Records to use:

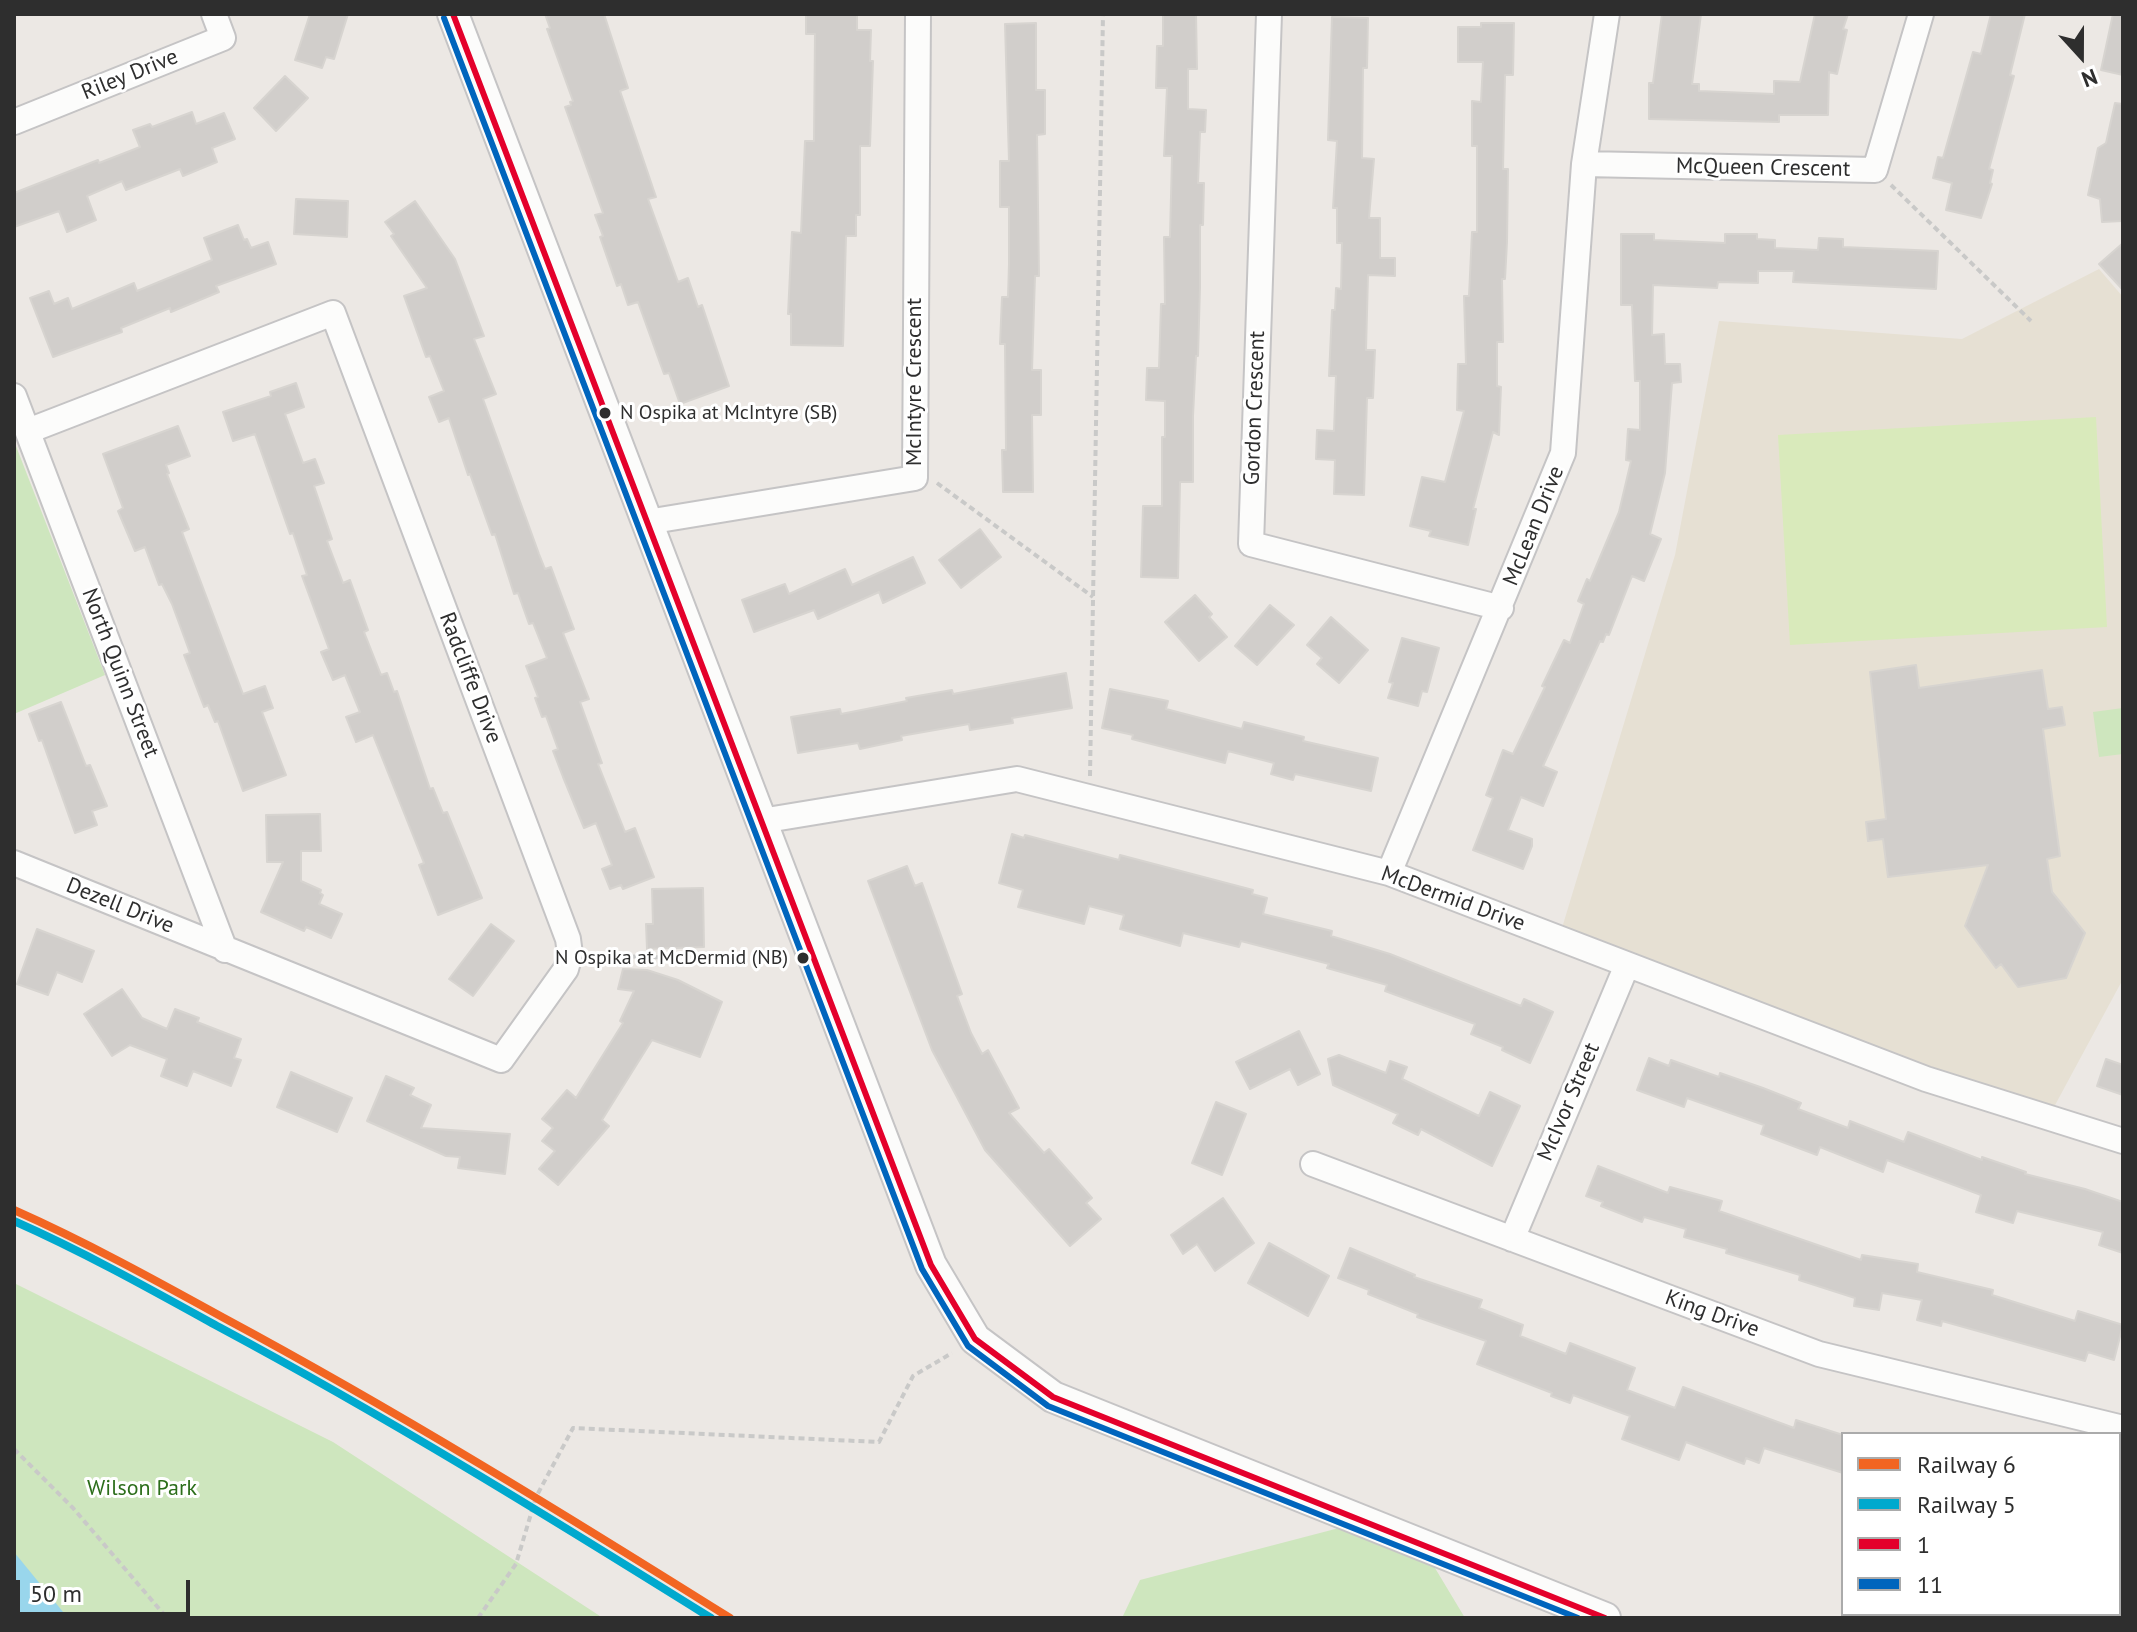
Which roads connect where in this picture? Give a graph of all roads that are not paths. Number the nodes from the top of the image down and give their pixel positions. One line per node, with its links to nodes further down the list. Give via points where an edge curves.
1 (214, 14): 7 (street, Riley Drive, via 223,38)
2 (453, 14): 11 (street)
3 (918, 14): 11 (street, McIntyre Crescent, via 915,478)
4 (1269, 14): 12 (street, Gordon Crescent, via 1251,544)
5 (1607, 14): 8 (street, McLean Drive)
6 (1921, 14): 8 (street, McQueen Crescent, via 1875,170)
7 (14, 122)
8 (1584, 164): 12 (street, McLean Drive, via 1563,453)
9 (14, 396): 10 (street, North Quinn Street)
10 (28, 431): 16 (street, North Quinn Street); 16 (street, Radcliffe Drive, via 333,313 570,954 566,969 501,1060)
11 (647, 522): 13 (street)
12 (1501, 608): 15 (street, McLean Drive)
13 (761, 821): 15 (street, McDermid Drive, via 1017,779); 22 (street, via 931,1265 975,1339 1053,1397)
14 (14, 863): 16 (street, Dezell Drive)
15 (1389, 873): 17 (street, McDermid Drive)
16 (225, 950)
17 (1627, 965): 18 (street, McDermid Drive, via 1926,1079); 20 (street, McIvor Street)
18 (2123, 1141)
19 (1313, 1164): 20 (street, King Drive)
20 (1512, 1239): 21 (street, King Drive, via 1819,1354)
21 (2123, 1428)
22 (1605, 1618)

Assignment: Set the listing down exactly, without its pictures.

Task answer:
Which roads connect where in this picture? Give a graph of all roads that are not paths. Number the nodes from the top of the image down and give their pixel positions. One line per node, with its links to nodes further down the list. Give via points where an edge curves.
1 (214, 14): 7 (street, Riley Drive, via 223,38)
2 (453, 14): 11 (street)
3 (918, 14): 11 (street, McIntyre Crescent, via 915,478)
4 (1269, 14): 12 (street, Gordon Crescent, via 1251,544)
5 (1607, 14): 8 (street, McLean Drive)
6 (1921, 14): 8 (street, McQueen Crescent, via 1875,170)
7 (14, 122)
8 (1584, 164): 12 (street, McLean Drive, via 1563,453)
9 (14, 396): 10 (street, North Quinn Street)
10 (28, 431): 16 (street, North Quinn Street); 16 (street, Radcliffe Drive, via 333,313 570,954 566,969 501,1060)
11 (647, 522): 13 (street)
12 (1501, 608): 15 (street, McLean Drive)
13 (761, 821): 15 (street, McDermid Drive, via 1017,779); 22 (street, via 931,1265 975,1339 1053,1397)
14 (14, 863): 16 (street, Dezell Drive)
15 (1389, 873): 17 (street, McDermid Drive)
16 (225, 950)
17 (1627, 965): 18 (street, McDermid Drive, via 1926,1079); 20 (street, McIvor Street)
18 (2123, 1141)
19 (1313, 1164): 20 (street, King Drive)
20 (1512, 1239): 21 (street, King Drive, via 1819,1354)
21 (2123, 1428)
22 (1605, 1618)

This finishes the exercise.